Extracted entries —

####

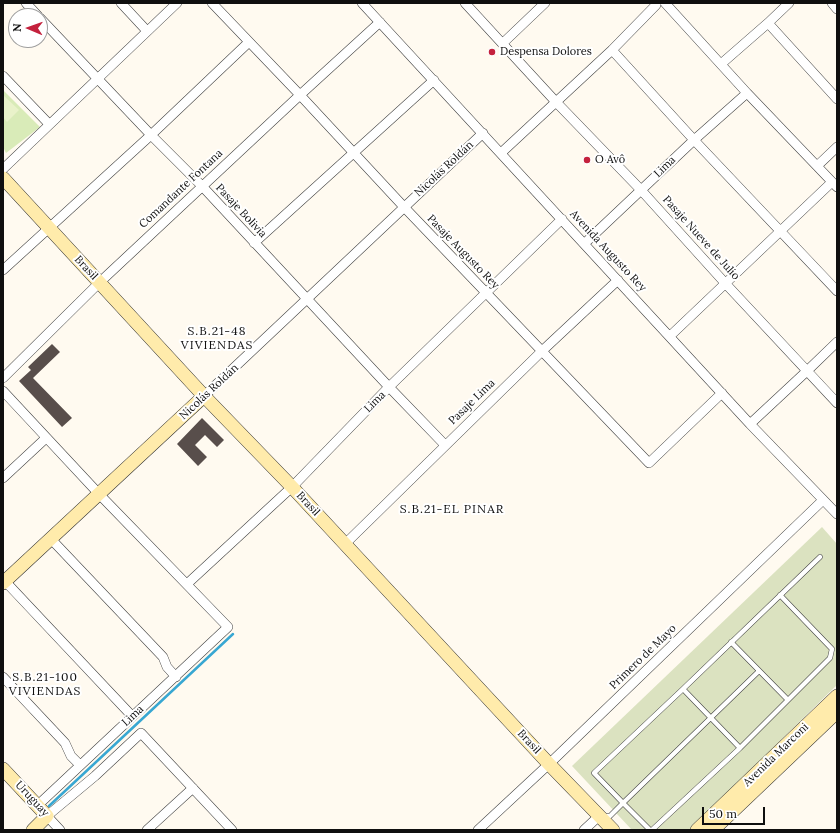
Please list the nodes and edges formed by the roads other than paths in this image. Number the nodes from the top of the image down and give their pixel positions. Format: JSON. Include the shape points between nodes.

####

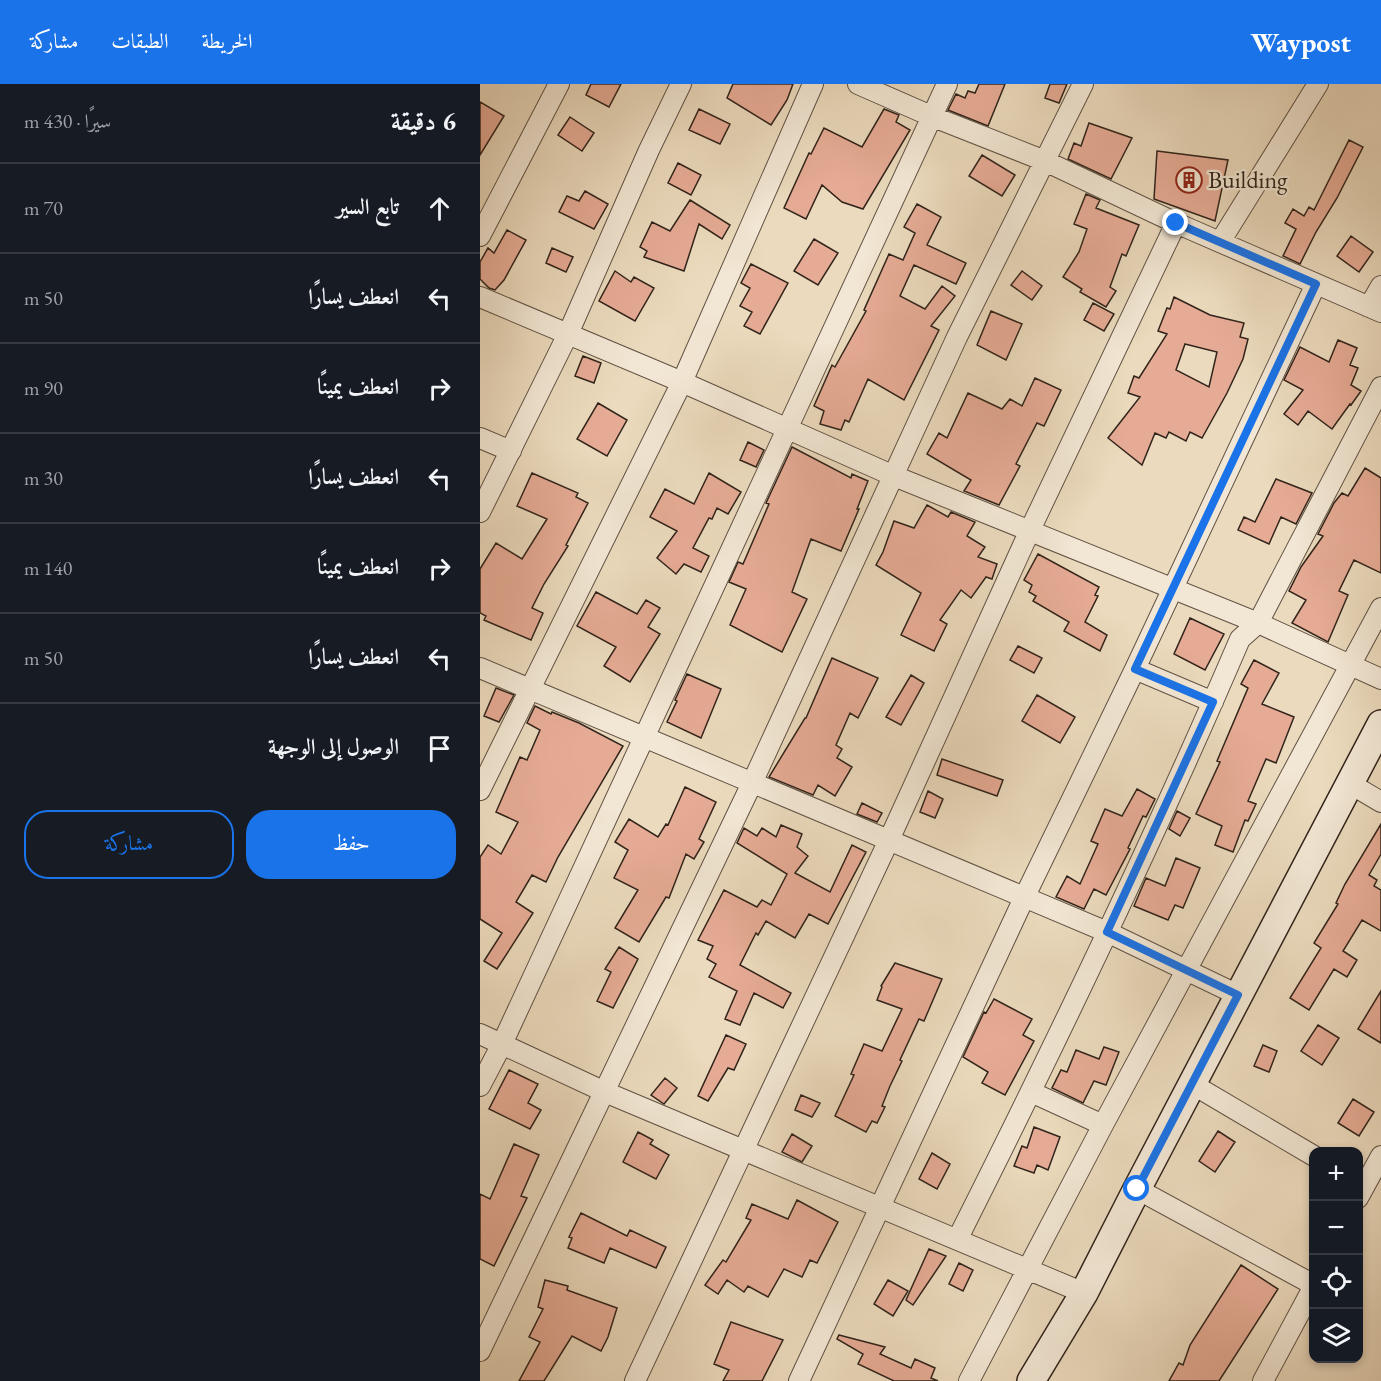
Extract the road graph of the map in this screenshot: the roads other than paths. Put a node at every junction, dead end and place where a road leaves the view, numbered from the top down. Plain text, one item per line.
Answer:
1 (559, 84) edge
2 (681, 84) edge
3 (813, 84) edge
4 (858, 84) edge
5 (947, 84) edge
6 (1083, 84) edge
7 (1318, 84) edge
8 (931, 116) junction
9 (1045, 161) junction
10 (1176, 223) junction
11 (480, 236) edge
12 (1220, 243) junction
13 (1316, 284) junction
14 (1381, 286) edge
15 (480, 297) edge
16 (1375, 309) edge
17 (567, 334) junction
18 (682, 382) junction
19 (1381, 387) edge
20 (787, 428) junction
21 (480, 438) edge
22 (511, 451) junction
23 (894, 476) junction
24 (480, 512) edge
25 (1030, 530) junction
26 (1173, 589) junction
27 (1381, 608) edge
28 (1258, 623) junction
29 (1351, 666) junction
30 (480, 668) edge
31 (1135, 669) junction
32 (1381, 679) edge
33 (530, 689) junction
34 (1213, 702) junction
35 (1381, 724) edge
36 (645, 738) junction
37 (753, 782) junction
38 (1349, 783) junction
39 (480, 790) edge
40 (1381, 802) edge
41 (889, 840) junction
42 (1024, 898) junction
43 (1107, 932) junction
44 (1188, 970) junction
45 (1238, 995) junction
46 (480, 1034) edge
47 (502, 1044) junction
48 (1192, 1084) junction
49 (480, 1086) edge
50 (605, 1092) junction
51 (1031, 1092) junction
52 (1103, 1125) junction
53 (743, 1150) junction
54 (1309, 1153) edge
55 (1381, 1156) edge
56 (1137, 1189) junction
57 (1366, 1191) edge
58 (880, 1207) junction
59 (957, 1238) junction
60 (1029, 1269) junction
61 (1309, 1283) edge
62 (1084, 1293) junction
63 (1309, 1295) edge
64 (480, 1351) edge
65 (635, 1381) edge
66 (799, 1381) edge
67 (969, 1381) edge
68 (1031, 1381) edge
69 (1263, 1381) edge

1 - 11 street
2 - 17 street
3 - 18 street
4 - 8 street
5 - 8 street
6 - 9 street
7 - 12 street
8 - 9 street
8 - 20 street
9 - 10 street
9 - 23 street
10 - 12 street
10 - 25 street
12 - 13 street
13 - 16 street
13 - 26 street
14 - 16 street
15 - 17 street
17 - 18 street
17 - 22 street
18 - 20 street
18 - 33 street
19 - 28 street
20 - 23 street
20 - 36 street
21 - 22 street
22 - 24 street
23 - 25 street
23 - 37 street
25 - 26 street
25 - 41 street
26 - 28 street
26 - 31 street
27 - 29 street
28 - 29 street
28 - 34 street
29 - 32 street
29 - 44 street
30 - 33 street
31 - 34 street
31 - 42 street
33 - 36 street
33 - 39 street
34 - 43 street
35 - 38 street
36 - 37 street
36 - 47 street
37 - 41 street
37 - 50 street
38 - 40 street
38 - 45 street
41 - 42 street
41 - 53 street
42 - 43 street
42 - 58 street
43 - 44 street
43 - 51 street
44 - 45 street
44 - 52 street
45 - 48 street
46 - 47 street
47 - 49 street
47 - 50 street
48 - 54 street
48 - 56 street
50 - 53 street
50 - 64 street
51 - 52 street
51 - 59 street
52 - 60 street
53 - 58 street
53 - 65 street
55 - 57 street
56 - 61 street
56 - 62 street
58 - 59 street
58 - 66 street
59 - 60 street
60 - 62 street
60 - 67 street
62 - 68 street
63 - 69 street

####

Problem requirements — Scan the listing above and copy all lines containing the word "than".

Task answer —
Please list the nodes and edges formed by the roads other than paths in this image. Number the nodes from the top of the image down and give their pixel positions. Format: JSON. Include the shape points between nodes.
Extract the road graph of the map in this screenshot: the roads other than paths. Put a node at every junction, dead end and place where a road leaves the view, numbered from the top down. Plain text, one item per line.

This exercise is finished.